Mid-pandemic, it feels there’s no end to the upending of our lives. Someday, looking back, we’ll marvel at the strange customs we adopted to cope with an invisible calamity. For a social species, the oxymoronic term “social distancing” may summarize the times’ strangeness.
With six-foot-apart spacings indicated everywhere, distance enforcement can get creative. In Chris Wildt’s scene, his purveyor of foot-long frankfurters demarks a Covid-free zone around his domain.
Simple sidewalk interactions now resemble the party game “Twister,” with passersby writhing to avoid one another. Steve McGinn takes it to another dimension by evoking the slow-motion bullet-dodging of Hollywood’s The Matrix.

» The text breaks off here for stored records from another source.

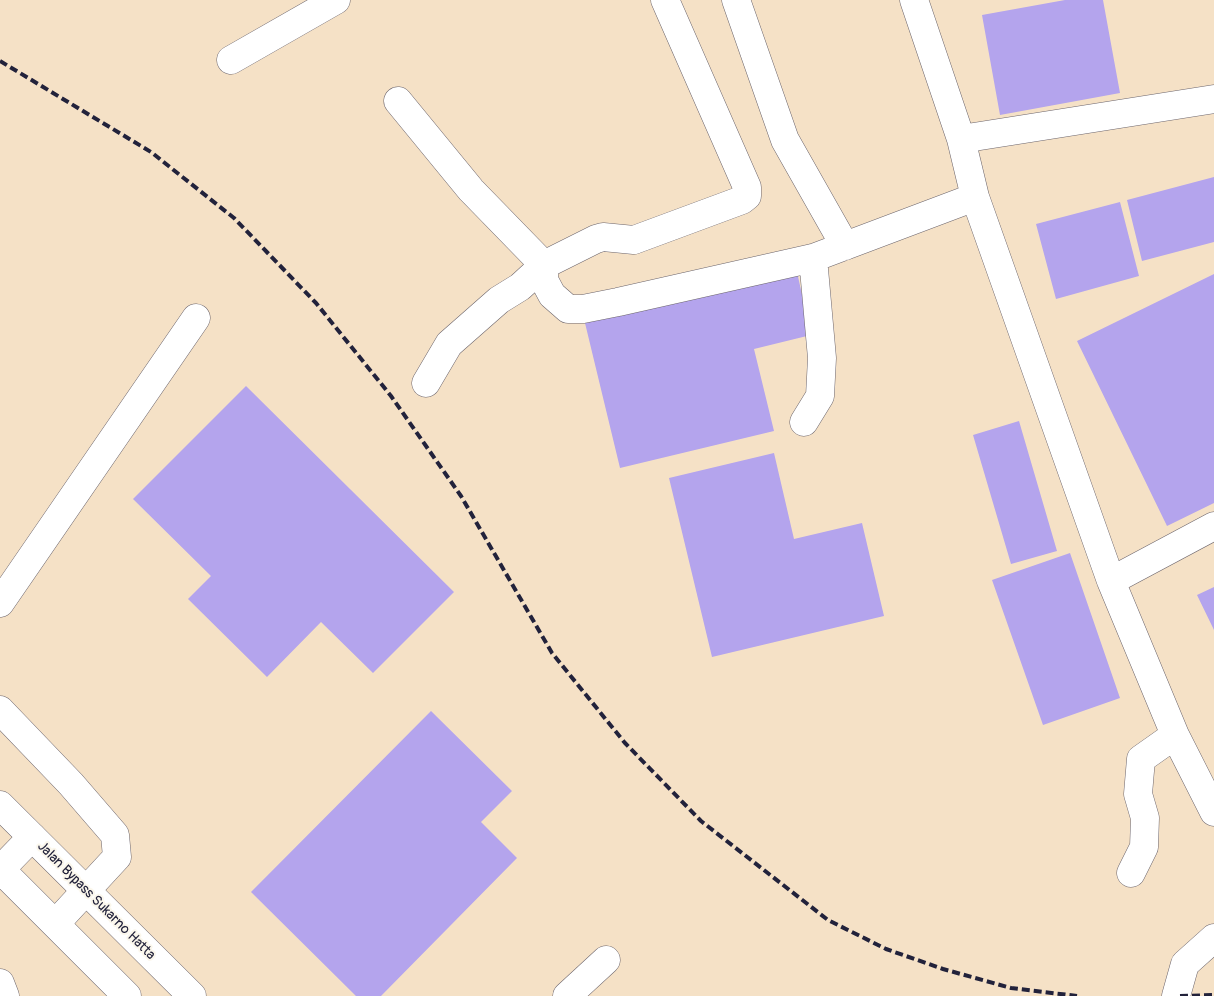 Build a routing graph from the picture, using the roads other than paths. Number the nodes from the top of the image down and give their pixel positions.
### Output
1 (336, 0) edge
2 (665, 0) edge
3 (736, 0) edge
4 (916, 0) edge
5 (232, 60) dead end
6 (1214, 99) edge
7 (398, 101) dead end
8 (961, 139) junction
9 (975, 197) junction
10 (845, 246) junction
11 (813, 258) junction
12 (544, 265) junction
13 (196, 318) dead end
14 (426, 383) dead end
15 (804, 422) dead end
16 (1214, 526) edge
17 (1111, 581) junction
18 (0, 603) edge
19 (0, 710) edge
20 (1175, 735) junction
21 (0, 805) edge
22 (1214, 812) edge
23 (32, 837) junction
24 (0, 869) edge
25 (1132, 873) dead end
26 (85, 890) junction
27 (56, 924) junction
28 (1214, 938) edge
29 (606, 960) dead end
30 (0, 983) edge
31 (5, 996) edge
32 (127, 996) edge
33 (192, 996) edge
34 (568, 996) edge
35 (1176, 996) edge

1 - 5 main road
2 - 12 main road
3 - 10 main road
4 - 8 main road
6 - 8 main road
7 - 12 main road
8 - 9 main road
9 - 10 main road
9 - 17 main road
10 - 11 main road
11 - 12 main road
11 - 15 main road
12 - 14 main road
13 - 18 main road
16 - 17 main road
17 - 20 main road
19 - 26 main road
20 - 22 main road
20 - 25 main road
21 - 23 main road, Jalan Bypass Sukarno Hatta
23 - 24 main road
23 - 26 main road, Jalan Bypass Sukarno Hatta
24 - 27 main road
26 - 27 main road
26 - 33 main road, Jalan Bypass Sukarno Hatta
27 - 32 main road
28 - 35 main road
29 - 34 main road
30 - 31 main road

Creativity doesn’t come to a stop in perilous times. On crowded city sidewalks, Brooke Bourgeois imagines the only way to go is up. At six feet in the air, masks appear to be optional.
Even cherished cartoon clichés are affected; Mort Gerberg’s desert crawlers keep their distance regardless of the predicament.
Some manage to turn social distancing into an advantage. Old flames are now mandated to stay at least half a mile away in Mick Stevens’s scene.
Even the most mundane activities are now fraught for many. A relaxing haircut in a shop full of chatty customers is a relic of the past. Bob Eckstein’s new normal requires one customer at a time for this cautious barber.
With most restaurants eschewing indoor seating, dining al fresco is the new option. As long as the weather holds and beneficent municipalities allow sidewalk tables, some eateries stay in business. Unfortunately, as Jason Chatfield observes, discriminating palates may sour on the great outdoors.
Even the traditional birthday candle blowout is at risk, according to CDC guidelines. The specter of coronavirus-laden aerosols hanging in the air galvanizes the mom in Natalie Dupille’s cartoon to devise a solution. Unfortunately, it’s probably not what the kids had in mind.
Normally our most riotous ritual–the wedding–is now a toned-down affair. Mike Shiell shows how chair spacings and references at test results kill the joy. No doubt the event photographer required a wide-angle lens.
Our final cartoon illustrates that cartoonists’ imaginations do not stop at the real world but continue to the rarified intersections of art and faith. Michelangelo himself may approve of Isabelle Russell’s version of this celebrated Sistine Chapel scene, in which God and Adam maintain a European-flavored distance of two meters.